DATASET ENTRIES Block Start

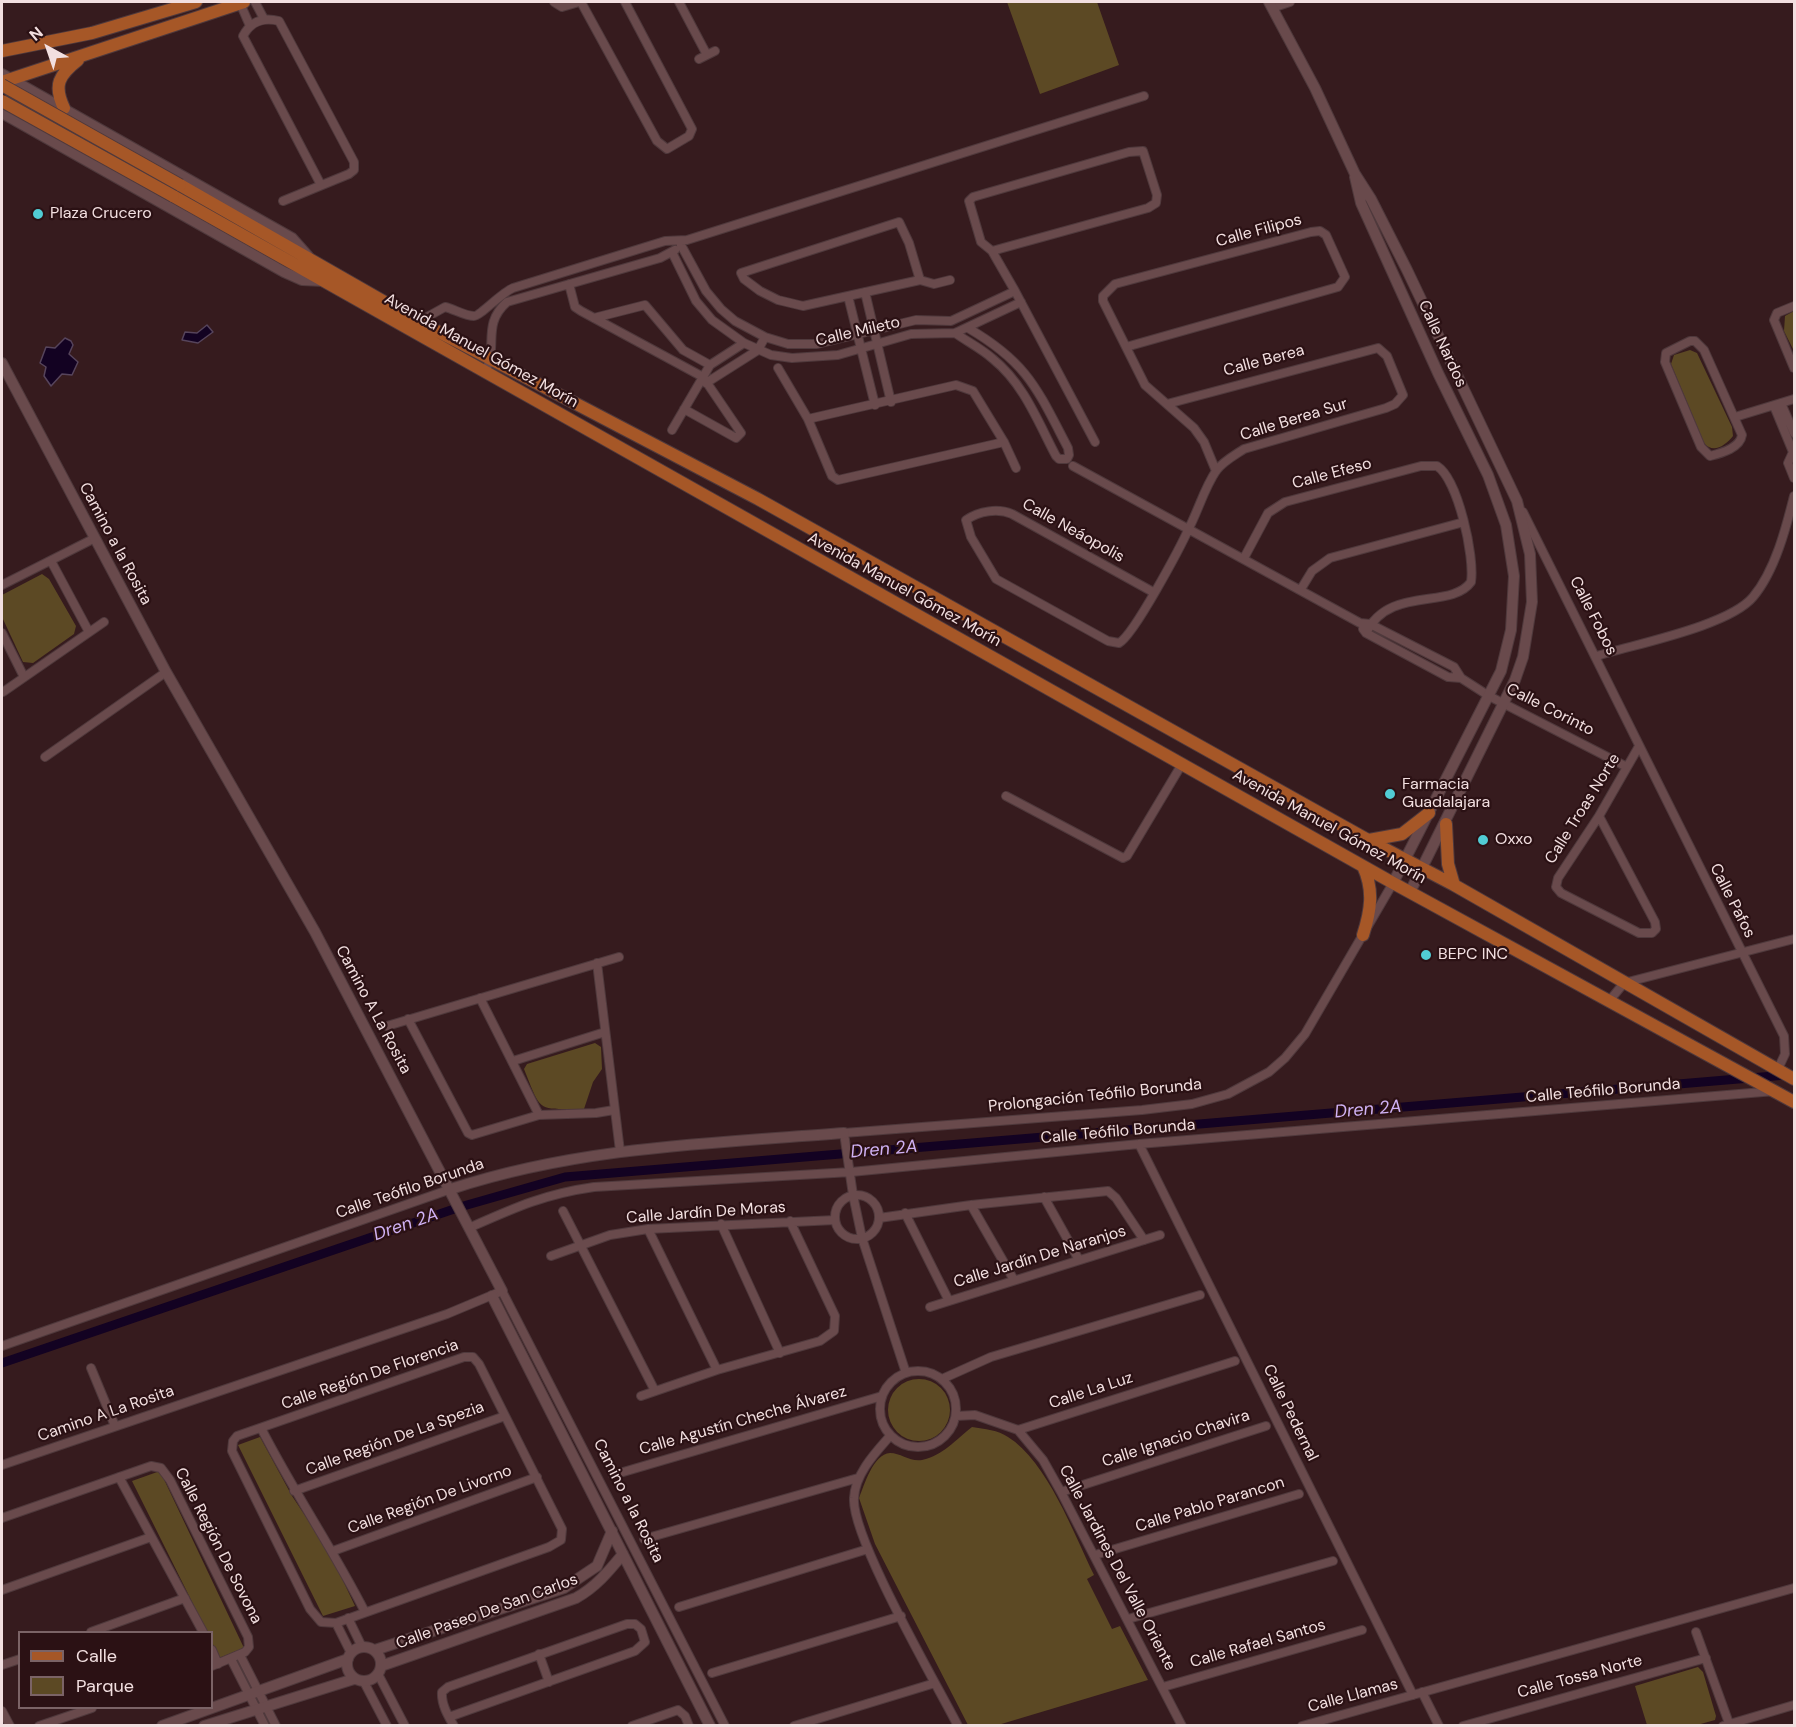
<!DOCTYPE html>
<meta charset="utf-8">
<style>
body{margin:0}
#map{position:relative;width:1796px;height:1727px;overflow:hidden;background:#361b1e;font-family:"DM Sans",sans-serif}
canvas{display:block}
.frame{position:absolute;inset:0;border:3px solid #f2dfe0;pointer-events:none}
.legend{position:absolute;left:18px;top:1631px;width:195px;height:78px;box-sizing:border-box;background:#2b1114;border:2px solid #7b6366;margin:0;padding:8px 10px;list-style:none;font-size:18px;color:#f2dfe0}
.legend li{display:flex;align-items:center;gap:12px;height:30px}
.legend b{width:30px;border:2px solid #7b6366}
.north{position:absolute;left:18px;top:18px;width:60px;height:60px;-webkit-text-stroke:4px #2b1114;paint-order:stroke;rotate:320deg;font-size:16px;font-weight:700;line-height:24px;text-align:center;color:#f2dfe0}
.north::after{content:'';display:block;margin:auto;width:21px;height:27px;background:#f2dfe0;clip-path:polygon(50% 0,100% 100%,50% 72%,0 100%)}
</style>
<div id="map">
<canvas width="1796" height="1727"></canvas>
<div class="frame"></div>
<ul class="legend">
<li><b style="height:8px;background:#a65727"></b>Calle</li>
<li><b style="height:16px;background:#5c4924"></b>Parque</li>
</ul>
<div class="north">N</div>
</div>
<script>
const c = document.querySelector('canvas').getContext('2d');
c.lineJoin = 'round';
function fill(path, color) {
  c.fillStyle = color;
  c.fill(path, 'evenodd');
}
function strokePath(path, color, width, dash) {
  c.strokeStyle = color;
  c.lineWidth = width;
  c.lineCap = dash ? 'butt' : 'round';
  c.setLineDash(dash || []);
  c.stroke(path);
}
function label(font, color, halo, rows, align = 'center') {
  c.font = font + ' "DM Sans",sans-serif';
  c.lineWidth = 4.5;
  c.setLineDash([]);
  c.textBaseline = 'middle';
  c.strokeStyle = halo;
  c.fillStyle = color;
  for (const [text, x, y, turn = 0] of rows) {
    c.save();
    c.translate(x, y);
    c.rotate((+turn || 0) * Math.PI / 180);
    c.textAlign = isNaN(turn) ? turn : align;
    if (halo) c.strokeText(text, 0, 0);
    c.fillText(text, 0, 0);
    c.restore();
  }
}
fill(new Path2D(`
 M 1007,2 L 1097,2 L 1119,65 L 1040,94 Z
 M 1794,311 L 1794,351 L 1784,331 L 1785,316 Z
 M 1690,350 L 1697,353 L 1732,427 L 1733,436 C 1725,446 1713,454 1704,443 L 1671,364 L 1674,355 Z
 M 42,574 L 49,579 L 76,626 L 74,634 L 33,663 L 23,662 L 2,617 L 2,595 Z
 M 595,1043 L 601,1047 L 602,1069 L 593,1082 L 584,1109 C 537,1109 542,1114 524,1069 L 527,1064 Z
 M888 1410a31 31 0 1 1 62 0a31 31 0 1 1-62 0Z
 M 972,1427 C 985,1429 998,1430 1008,1437 C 1047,1461 1074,1534 1094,1575 L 1087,1579 L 1112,1629 L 1120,1626 L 1148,1680 L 998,1725 L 968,1725 L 875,1544 L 859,1498 C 864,1486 873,1454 890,1453 C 901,1453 910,1462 922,1460 C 944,1455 955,1440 972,1427 Z
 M 260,1437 L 292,1496 L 330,1553 L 355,1606 L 323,1616 L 238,1445 Z
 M 160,1471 L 244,1648 L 219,1658 L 212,1642 L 212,1632 L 207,1632 L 132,1481 Z
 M 1698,1667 L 1703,1672 L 1716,1716 L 1715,1720 L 1697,1725 L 1647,1725 L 1635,1686 Z`), '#5c4924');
const water = new Path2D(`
 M 207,325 L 213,332 L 198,343 L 182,340 L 185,332 L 197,333 Z
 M 65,338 L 71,341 L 73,345 L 69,354 L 78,362 L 72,375 L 62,374 L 51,386 L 44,376 L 46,367 L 40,363 L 46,347 L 55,348 Z`);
fill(water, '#130222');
strokePath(water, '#56445b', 1.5);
strokePath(new Path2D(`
 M 2,1363 L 460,1207 L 565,1177 L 1786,1075`), '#130222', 9);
const minor = new Path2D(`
 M 255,2 L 264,19
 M 554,2 L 562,7 L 579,2
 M 581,2 L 657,141 L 667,149 L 689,136 L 692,129 L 625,2
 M 679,2 L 707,55
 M 240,3 L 250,26
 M 1272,8 L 1290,2
 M 699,59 L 715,51
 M 283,201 L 349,174 L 354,170 L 354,162 L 279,21 C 263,17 251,21 243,36 L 321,185
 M 681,245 L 706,291 L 721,309 L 735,321 L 765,337 L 788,344 L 817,344 L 916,320 L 951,321 L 1015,291
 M 992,251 L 1148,208 L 1156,203 L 1157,195 L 1143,151 L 1129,152 L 973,197 L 969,201 L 981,242 L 992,251 L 1015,291 L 1095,442
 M 672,252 L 696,301 L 712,320 L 744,343 L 771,355 L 792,358 L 838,355 L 911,334 L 955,333 L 1021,302
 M 920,280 L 909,243 L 899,222 L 741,273 L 744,279 L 760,291 L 778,300 L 803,306 L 920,280 L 934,284 L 950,280
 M 569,284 L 575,307 L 581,311 L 703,377 L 741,433 L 736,438 L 684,409
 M 865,292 L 891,402
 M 848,296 L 875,405
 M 1794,306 L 1777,313 L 1774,320 L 1794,368
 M 594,318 L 645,305 L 683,350 L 710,365
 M 418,322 L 445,307 C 454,309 465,316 474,316 C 480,316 501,293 513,288 L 665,241 L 687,240 L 1144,96
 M 955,333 C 968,342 982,349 993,359 C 1024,384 1038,422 1056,456 L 1059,459 L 1067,459 L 1069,455 L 1068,448 C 1037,389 1028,363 968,328
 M 1690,341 L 1695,341 L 1704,350 L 1742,435 C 1740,448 1722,453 1710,456 L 1701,447 L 1665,362 L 1666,353 Z
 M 1126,347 L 1338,287 L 1345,277 L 1326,235 L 1320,231 L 1311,232 L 1115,284 L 1103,296 L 1103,301 L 1145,385 L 1194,428 L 1204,442 L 1216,471
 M 778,368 L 808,419 L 832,476 L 838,480 L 1004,442
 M 485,372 C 499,346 481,325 507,302 L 660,258 L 675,250
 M 706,383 L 758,350 L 765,337
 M 1781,403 L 1794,433
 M 1774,406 L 1793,452
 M 1735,417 L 1794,399
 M 808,419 L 956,385 L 973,391 L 1004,442 L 1016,468
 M 672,430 L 710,365 L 744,343
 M 1794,450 L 1788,463 L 1794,478
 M 1073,466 L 1360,623 L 1370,624 L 1454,667 L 1461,678 L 1489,696 L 1627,767
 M 1523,512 L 1784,1036 L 1785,1054 L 1778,1069
 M 1244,558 L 1268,513 L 1285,502 L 1421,466 L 1437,466 C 1458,479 1475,557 1471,582 C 1451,610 1389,585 1366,633
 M 51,561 L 89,632
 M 2,585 L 95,538
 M 1301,589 L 1312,571 L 1330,558 L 1464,522
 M 1153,592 L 1012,514 C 998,508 979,511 966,520 L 971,537 L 996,579 L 1108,641 L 1119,643 C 1134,635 1181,546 1190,526 C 1199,508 1205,487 1216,471 C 1222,462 1235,455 1244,449 L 1386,408 L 1395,404 L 1403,395 L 1387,356 L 1378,348 L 1167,404
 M 1363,629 L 1366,633 L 1448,677 L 1461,678
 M 2,633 L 24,677
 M 1597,656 C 1635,644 1729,626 1753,597 C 1775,571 1786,528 1794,496
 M 3,692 L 104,622
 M 45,757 L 166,672
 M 1006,796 L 1123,858 L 1127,856 L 1182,764
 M 1599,816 L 1655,922 L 1656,929 L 1652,933 L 1639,933 L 1561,893 L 1556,887 L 1558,878 L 1599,816 L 1638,748
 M 597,963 L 620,1151
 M 480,998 L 539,1115
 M 1610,1000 L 1624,983 L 1794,939
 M 408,1019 L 468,1133 L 472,1135 L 539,1115 L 596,1113 L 614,1110
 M 387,1026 L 619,957
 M 513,1061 L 605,1032
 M 1139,1144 L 1413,1695
 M835 1217a22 22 0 1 1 44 0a22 22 0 1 1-44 0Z
 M 1044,1197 L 1079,1260
 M 971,1205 L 1014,1280
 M 563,1211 L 655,1391
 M 905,1213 L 949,1301
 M 879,1218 L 971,1205 L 1108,1191 L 1116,1198 L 1144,1240
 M 721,1224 L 780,1353
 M 471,1227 C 516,1207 545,1194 594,1187 L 851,1172 L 1139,1144 L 1775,1091
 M 648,1229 L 717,1370
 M 551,1256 L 610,1235 L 648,1229 L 835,1220
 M 930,1307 L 1160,1235
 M 2,1346 L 451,1189
 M 464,1357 L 473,1357 L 479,1364 L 562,1529 L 561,1540 L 549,1547 L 336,1623 L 321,1622 L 310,1609 L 232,1451 L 233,1441 L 237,1436 Z
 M 91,1368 L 115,1426
 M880 1409a38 38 0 1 1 76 0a38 38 0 1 1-76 0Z
 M 906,1373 L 862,1238 L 853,1195 L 844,1133 L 1142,1110 L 1192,1104 L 1228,1094 L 1269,1072 L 1285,1058 L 1305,1034 L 1393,883
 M 942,1379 L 991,1357 L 1200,1295
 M 641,1396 L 717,1370 L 820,1341 L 834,1331 L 835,1316 L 790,1221
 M 956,1416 L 975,1415 L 1018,1430 L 1235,1361
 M 261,1428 C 293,1491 333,1549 365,1612
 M 1018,1430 L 1043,1460 L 1061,1492 L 1182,1726
 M 890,1436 C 875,1453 855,1474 854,1498 C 851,1537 936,1683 958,1726
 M 2,1465 L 447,1314 L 502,1291 L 725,1726
 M 613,1475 L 882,1396
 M 119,1477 L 203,1632
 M 294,1491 L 505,1416
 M 1061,1492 L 1266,1426
 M 2,1518 L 151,1466 L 161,1468 L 170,1480 L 248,1637 L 249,1647 L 245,1652 L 212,1666
 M 644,1539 L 858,1478
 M 333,1551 L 537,1477
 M 1095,1555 L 1299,1494
 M 2,1590 L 151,1537
 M 679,1607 L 868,1549
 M 348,1618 L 362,1647
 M 1128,1619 L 1333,1561
 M 336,1623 L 351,1653
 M 91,1632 L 185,1598
 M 1696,1632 L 1730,1726
 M 212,1650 L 218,1664
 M 539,1654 L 549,1682
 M 240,1655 L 276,1726
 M 231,1659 L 265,1726
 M 2,1665 L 20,1659
 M 712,1673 L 901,1616
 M 378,1674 L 405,1726
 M 364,1682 L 387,1726
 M 1163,1687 L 1362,1630
 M 1422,1692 L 1439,1726
 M 2,1711 L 10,1726
 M 449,1717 L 635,1651 L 645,1642 L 641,1629 L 635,1624 L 627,1624 L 448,1687 L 442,1692 C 441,1704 448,1716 454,1726
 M 39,1726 L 92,1708
 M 632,1726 L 678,1710 L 685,1716 L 689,1726
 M 794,1726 L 935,1683
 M 1302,1726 L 1794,1588
 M 1463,1726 L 1706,1658
 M 1723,1726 L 1794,1705`);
const tertiary = new Path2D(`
 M 1269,2 L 1315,88 L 1355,174 L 1371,199 L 1407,270 L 1517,501 L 1530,554 L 1532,602 L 1523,657 L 1515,680 L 1410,892
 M 2,74 L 292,238 L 308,256
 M 2,113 L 284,272 L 302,280 L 324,281
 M 1355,177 L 1361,203 L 1438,373 L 1488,475 L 1506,525 L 1514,576 L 1511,630 L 1501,671 L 1393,883
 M 2,363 L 166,672 L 315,932 L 502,1291
 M 451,1189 C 578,1147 712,1143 844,1133
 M 492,1296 L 710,1726
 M347 1664a17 17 0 1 1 34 0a17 17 0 1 1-34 0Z
 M 375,1650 L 564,1588 L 597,1566 L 612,1531
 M 381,1666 L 576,1598 C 596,1587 609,1571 623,1554
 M 162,1726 L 348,1659
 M 204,1726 L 354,1679`);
const primary = new Path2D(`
 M 2,51 L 92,33 L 196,2
 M 2,82 L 244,2
 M 64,108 C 53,85 59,75 78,60
 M 180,185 L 416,320 L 758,499 L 1368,840 L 1454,885 L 1794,1079
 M 173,196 L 1393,883 L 1794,1102
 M 1446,824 L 1448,864 L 1454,885
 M 1369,840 L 1402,834 L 1429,813
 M 1363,935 C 1371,910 1374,890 1363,866`);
strokePath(minor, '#4f393c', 10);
strokePath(tertiary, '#4f393c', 12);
strokePath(primary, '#4f393c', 14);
strokePath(minor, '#694a4c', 8);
strokePath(tertiary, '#694a4c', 10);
strokePath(primary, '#a65727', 12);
const primaryBridge = new Path2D(`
 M 2,85 L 180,185
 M 2,101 L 173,196`);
strokePath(primaryBridge, '#4f393c', 14, []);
strokePath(primaryBridge, '#a65727', 12);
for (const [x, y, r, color] of [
 [38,214,6,"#51ccd4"],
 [1390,794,6,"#51ccd4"],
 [1483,840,6,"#51ccd4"],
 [1426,955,6,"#51ccd4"]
]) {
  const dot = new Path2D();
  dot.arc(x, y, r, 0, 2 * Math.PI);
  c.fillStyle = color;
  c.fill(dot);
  strokePath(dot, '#2b1114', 2);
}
label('16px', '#f2dfe0', '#2b1114', [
 ["Plaza Crucero",50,214],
 ["Farmacia",1402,785],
 ["Guadalajara",1402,803],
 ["Oxxo",1495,840],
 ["BEPC INC",1438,955]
], 'left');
label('16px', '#f2dfe0', '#2b1114', [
 ["Calle Filipos",1259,231,-15],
 ["Calle Mileto",858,332,-13],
 ["Calle Nardos",1442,344,65],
 ["Avenida Manuel Gómez Morín",481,351,29],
 ["Calle Berea",1264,361,-15],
 ["Calle Berea Sur",1294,420,-17],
 ["Calle Efeso",1332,474,-15],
 ["Calle Neáopolis",1073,531,29],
 ["Camino a la Rosita",115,544,62],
 ["Avenida Manuel Gómez Morín",904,590,29],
 ["Calle Fobos",1593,616,63],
 ["Calle Corinto",1550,710,27],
 ["Calle Troas Norte",1583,809,-58],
 ["Avenida Manuel Gómez Morín",1329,827,29],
 ["Calle Pafos",1732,901,63],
 ["Camino A La Rosita",373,1010,62],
 ["Calle Teófilo Borunda",1603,1091,-5],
 ["Prolongación Teófilo Borunda",1095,1096,-6],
 ["Calle Teófilo Borunda",1118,1132,-5],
 ["Calle Teófilo Borunda",410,1189,-19],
 ["Calle Jardín De Moras",706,1213,-4],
 ["Calle Jardín De Naranjos",1040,1257,-17],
 ["Calle Región De Florencia",370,1375,-19],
 ["Calle La Luz",1091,1391,-18],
 ["Calle Pedernal",1290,1413,64],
 ["Camino A La Rosita",106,1414,-19],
 ["Calle Agustín Cheche Álvarez",743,1421,-16],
 ["Calle Región De La Spezia",395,1439,-20],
 ["Calle Ignacio Chavira",1176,1439,-18],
 ["Calle Región De Livorno",430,1500,-20],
 ["Camino a la Rosita",628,1501,63],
 ["Calle Pablo Parancon",1210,1505,-17],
 ["Calle Región De Sovona",218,1546,63],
 ["Calle Jardines Del Valle Oriente",1117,1568,62],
 ["Calle Paseo De San Carlos",487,1612,-20],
 ["Calle Rafael Santos",1258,1644,-16],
 ["Calle Tossa Norte",1580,1677,-15],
 ["Calle Llamas",1353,1696,-15]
]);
label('italic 18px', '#d0b2f5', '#2b1114', [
 ["Dren 2A",1368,1110,-5],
 ["Dren 2A",884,1150,-5],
 ["Dren 2A",406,1225,-19]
]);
</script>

DATASET ENTRIES Block End

### WHAT YOU WILL DO
Find out how many lines in the entries above hold "rows", then reply with that figure and nothing else.

### YOUR SOLUTION
2